Hung out, Julio burned some DVD’s for me so I might send them to the left coast as a Christmas present though I was told no Christmas presents, this costs mere pennies so that means I won’t hear ‘Oh you spent too much money, you shouldn’t have’ from Annemarie. This year it’s going to be a cheap holiday gift giving season.

So it was a quiet night and I wasn’t in bed by 11:30, but more like 11:45 which isn’t that big of a deal. Slept really well. Once again my pillows have gone bad and I’ve been waking up with an achy neck.

Since Bill is in Stuyvesant Town I decided to add one of his pillows to mine and voila! It worked and I slept really well. Still some difficulty getting out of bed when the alarm goes off but it wasn’t that bad and I was up and mobile at 6:30 and out at 7:15.

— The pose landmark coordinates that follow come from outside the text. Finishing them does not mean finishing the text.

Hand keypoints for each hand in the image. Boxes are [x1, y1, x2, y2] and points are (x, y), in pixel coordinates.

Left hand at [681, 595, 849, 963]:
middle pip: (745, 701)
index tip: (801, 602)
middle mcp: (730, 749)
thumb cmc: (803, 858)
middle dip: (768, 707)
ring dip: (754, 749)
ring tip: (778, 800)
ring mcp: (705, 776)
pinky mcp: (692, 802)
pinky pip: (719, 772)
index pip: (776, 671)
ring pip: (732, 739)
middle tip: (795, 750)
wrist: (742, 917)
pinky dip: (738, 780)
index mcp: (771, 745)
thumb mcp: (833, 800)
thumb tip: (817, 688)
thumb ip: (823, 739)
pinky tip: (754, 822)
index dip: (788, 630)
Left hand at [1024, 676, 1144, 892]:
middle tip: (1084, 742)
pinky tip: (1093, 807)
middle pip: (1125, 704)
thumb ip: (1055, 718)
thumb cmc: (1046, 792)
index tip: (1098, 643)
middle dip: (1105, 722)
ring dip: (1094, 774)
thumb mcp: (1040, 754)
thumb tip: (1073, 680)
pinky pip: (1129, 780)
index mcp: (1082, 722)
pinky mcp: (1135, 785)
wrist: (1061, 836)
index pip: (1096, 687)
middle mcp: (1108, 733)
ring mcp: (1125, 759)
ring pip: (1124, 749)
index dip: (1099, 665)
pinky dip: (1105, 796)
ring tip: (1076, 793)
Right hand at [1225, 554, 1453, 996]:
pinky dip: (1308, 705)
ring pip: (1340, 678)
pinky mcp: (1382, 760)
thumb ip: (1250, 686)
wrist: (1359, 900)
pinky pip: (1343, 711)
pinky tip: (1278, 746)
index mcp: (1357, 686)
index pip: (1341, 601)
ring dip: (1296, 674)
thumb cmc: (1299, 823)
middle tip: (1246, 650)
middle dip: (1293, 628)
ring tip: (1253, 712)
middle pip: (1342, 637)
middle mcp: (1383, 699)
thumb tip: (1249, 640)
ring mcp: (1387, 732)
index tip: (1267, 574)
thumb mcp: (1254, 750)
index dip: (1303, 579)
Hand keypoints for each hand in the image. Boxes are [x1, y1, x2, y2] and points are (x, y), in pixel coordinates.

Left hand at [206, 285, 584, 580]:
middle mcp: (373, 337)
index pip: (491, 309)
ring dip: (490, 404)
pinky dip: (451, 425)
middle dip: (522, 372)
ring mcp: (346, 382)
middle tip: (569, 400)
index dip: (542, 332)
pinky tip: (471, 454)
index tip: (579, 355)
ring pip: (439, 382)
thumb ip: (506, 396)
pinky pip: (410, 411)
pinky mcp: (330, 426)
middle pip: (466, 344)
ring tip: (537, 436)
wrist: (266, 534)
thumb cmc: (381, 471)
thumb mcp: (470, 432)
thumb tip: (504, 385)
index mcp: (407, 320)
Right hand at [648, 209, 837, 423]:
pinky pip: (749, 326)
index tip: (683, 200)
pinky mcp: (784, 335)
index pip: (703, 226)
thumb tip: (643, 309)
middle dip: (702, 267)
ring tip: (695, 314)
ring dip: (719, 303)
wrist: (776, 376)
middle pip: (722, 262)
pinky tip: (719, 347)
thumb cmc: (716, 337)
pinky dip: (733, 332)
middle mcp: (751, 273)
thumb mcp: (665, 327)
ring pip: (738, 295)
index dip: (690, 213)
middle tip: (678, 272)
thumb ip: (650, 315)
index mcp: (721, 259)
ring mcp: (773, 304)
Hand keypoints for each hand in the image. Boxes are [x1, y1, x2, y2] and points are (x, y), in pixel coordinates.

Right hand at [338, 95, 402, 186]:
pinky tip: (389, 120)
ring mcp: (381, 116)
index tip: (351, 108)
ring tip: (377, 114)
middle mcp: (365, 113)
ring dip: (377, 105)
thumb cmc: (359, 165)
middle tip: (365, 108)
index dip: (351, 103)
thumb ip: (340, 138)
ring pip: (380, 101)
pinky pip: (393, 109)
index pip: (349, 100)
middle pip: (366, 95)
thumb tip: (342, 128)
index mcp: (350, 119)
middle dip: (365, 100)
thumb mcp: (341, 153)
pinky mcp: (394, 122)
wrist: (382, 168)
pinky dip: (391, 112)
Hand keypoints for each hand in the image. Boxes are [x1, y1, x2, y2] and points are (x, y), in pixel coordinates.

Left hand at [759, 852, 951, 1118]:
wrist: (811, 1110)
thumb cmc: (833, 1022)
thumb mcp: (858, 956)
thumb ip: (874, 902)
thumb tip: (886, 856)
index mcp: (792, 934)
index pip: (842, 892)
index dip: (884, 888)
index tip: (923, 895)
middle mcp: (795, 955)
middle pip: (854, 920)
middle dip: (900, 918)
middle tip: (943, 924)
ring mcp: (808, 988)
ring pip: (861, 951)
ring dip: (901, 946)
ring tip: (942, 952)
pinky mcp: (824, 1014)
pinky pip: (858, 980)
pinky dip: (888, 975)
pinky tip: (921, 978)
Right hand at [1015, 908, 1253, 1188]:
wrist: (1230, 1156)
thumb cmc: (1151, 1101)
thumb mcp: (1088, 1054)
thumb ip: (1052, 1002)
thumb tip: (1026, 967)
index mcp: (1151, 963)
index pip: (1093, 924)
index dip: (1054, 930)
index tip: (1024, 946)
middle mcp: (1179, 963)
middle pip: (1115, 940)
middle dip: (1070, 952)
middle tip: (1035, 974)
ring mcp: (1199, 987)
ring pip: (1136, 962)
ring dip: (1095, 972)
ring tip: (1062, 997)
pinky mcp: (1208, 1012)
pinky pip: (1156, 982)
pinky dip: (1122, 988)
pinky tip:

No Casey bus today, but progress is being made. It’s more than likely that when I eventually do catch the bus that I used to see Casey on, he won’t be there. Nothing on him, just the way the cosmic joke is on me, rather than being included on the cosmic joke.

Work was busy, the new subtenants were annoying. There was a new guy and so their discussions around the trading desk were political and had a tinge of anti-Obama feeling to it.

The other day as they were watching CNBC, there was an article on the TV about how investors are sweeping in on India and taking advantage of the chaos following the attacks in Mumbai.

This is the disaster capitalism that Naomi Klein writes about. Something happens, the people are in shock. Public companies are privatized, unions dismantled and occasionally brutalities occur.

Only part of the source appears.